## What to work on
For each record here, output an exact copy.

## Records for the task

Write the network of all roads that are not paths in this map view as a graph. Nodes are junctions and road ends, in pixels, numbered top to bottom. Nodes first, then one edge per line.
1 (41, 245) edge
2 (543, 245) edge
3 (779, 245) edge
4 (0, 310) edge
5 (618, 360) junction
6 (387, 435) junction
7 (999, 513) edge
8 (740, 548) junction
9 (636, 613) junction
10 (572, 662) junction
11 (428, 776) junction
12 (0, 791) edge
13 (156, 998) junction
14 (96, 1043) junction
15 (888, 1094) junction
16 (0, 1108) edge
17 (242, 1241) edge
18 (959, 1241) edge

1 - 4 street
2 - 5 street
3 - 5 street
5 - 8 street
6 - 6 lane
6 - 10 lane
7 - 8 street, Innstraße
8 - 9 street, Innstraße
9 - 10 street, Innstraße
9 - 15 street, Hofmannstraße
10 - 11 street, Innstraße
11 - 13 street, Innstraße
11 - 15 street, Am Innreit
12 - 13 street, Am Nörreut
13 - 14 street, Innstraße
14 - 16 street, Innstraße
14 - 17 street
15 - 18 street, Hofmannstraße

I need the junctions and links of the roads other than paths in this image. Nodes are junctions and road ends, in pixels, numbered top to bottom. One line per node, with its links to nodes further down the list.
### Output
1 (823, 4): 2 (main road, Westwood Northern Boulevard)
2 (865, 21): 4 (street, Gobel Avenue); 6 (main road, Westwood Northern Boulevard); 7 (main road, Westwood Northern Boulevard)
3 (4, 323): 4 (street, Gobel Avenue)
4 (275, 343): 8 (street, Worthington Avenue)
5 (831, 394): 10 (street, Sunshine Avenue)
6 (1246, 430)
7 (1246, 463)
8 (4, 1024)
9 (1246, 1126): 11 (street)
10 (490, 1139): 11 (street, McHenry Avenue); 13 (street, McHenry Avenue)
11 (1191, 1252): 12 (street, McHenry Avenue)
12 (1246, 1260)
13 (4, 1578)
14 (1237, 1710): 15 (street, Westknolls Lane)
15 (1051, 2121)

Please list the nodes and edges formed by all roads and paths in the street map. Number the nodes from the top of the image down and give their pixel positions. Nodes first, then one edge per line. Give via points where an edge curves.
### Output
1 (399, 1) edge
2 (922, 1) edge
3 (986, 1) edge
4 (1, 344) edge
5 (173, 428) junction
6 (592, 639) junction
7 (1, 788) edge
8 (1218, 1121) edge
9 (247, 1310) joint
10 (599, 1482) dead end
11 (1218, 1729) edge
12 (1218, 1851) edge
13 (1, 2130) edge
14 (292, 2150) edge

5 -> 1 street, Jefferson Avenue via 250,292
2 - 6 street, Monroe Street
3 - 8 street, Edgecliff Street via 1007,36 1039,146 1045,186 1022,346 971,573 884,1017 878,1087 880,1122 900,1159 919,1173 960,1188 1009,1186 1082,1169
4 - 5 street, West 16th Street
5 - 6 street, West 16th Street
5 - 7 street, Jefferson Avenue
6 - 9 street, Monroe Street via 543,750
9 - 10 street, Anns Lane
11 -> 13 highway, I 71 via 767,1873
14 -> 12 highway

## Answer area
Write the network of all roads that are not paths in this map view as a graph. Nodes are junctions and road ends, in pixels, numbered top to bottom. Nodes first, then one edge per line.
1 (41, 245) edge
2 (543, 245) edge
3 (779, 245) edge
4 (0, 310) edge
5 (618, 360) junction
6 (387, 435) junction
7 (999, 513) edge
8 (740, 548) junction
9 (636, 613) junction
10 (572, 662) junction
11 (428, 776) junction
12 (0, 791) edge
13 (156, 998) junction
14 (96, 1043) junction
15 (888, 1094) junction
16 (0, 1108) edge
17 (242, 1241) edge
18 (959, 1241) edge

1 - 4 street
2 - 5 street
3 - 5 street
5 - 8 street
6 - 6 lane
6 - 10 lane
7 - 8 street, Innstraße
8 - 9 street, Innstraße
9 - 10 street, Innstraße
9 - 15 street, Hofmannstraße
10 - 11 street, Innstraße
11 - 13 street, Innstraße
11 - 15 street, Am Innreit
12 - 13 street, Am Nörreut
13 - 14 street, Innstraße
14 - 16 street, Innstraße
14 - 17 street
15 - 18 street, Hofmannstraße

I need the junctions and links of the roads other than paths in this image. Nodes are junctions and road ends, in pixels, numbered top to bottom. One line per node, with its links to nodes further down the list.
### Output
1 (823, 4): 2 (main road, Westwood Northern Boulevard)
2 (865, 21): 4 (street, Gobel Avenue); 6 (main road, Westwood Northern Boulevard); 7 (main road, Westwood Northern Boulevard)
3 (4, 323): 4 (street, Gobel Avenue)
4 (275, 343): 8 (street, Worthington Avenue)
5 (831, 394): 10 (street, Sunshine Avenue)
6 (1246, 430)
7 (1246, 463)
8 (4, 1024)
9 (1246, 1126): 11 (street)
10 (490, 1139): 11 (street, McHenry Avenue); 13 (street, McHenry Avenue)
11 (1191, 1252): 12 (street, McHenry Avenue)
12 (1246, 1260)
13 (4, 1578)
14 (1237, 1710): 15 (street, Westknolls Lane)
15 (1051, 2121)

Please list the nodes and edges formed by all roads and paths in the street map. Number the nodes from the top of the image down and give their pixel positions. Nodes first, then one edge per line. Give via points where an edge curves.
### Output
1 (399, 1) edge
2 (922, 1) edge
3 (986, 1) edge
4 (1, 344) edge
5 (173, 428) junction
6 (592, 639) junction
7 (1, 788) edge
8 (1218, 1121) edge
9 (247, 1310) joint
10 (599, 1482) dead end
11 (1218, 1729) edge
12 (1218, 1851) edge
13 (1, 2130) edge
14 (292, 2150) edge

5 -> 1 street, Jefferson Avenue via 250,292
2 - 6 street, Monroe Street
3 - 8 street, Edgecliff Street via 1007,36 1039,146 1045,186 1022,346 971,573 884,1017 878,1087 880,1122 900,1159 919,1173 960,1188 1009,1186 1082,1169
4 - 5 street, West 16th Street
5 - 6 street, West 16th Street
5 - 7 street, Jefferson Avenue
6 - 9 street, Monroe Street via 543,750
9 - 10 street, Anns Lane
11 -> 13 highway, I 71 via 767,1873
14 -> 12 highway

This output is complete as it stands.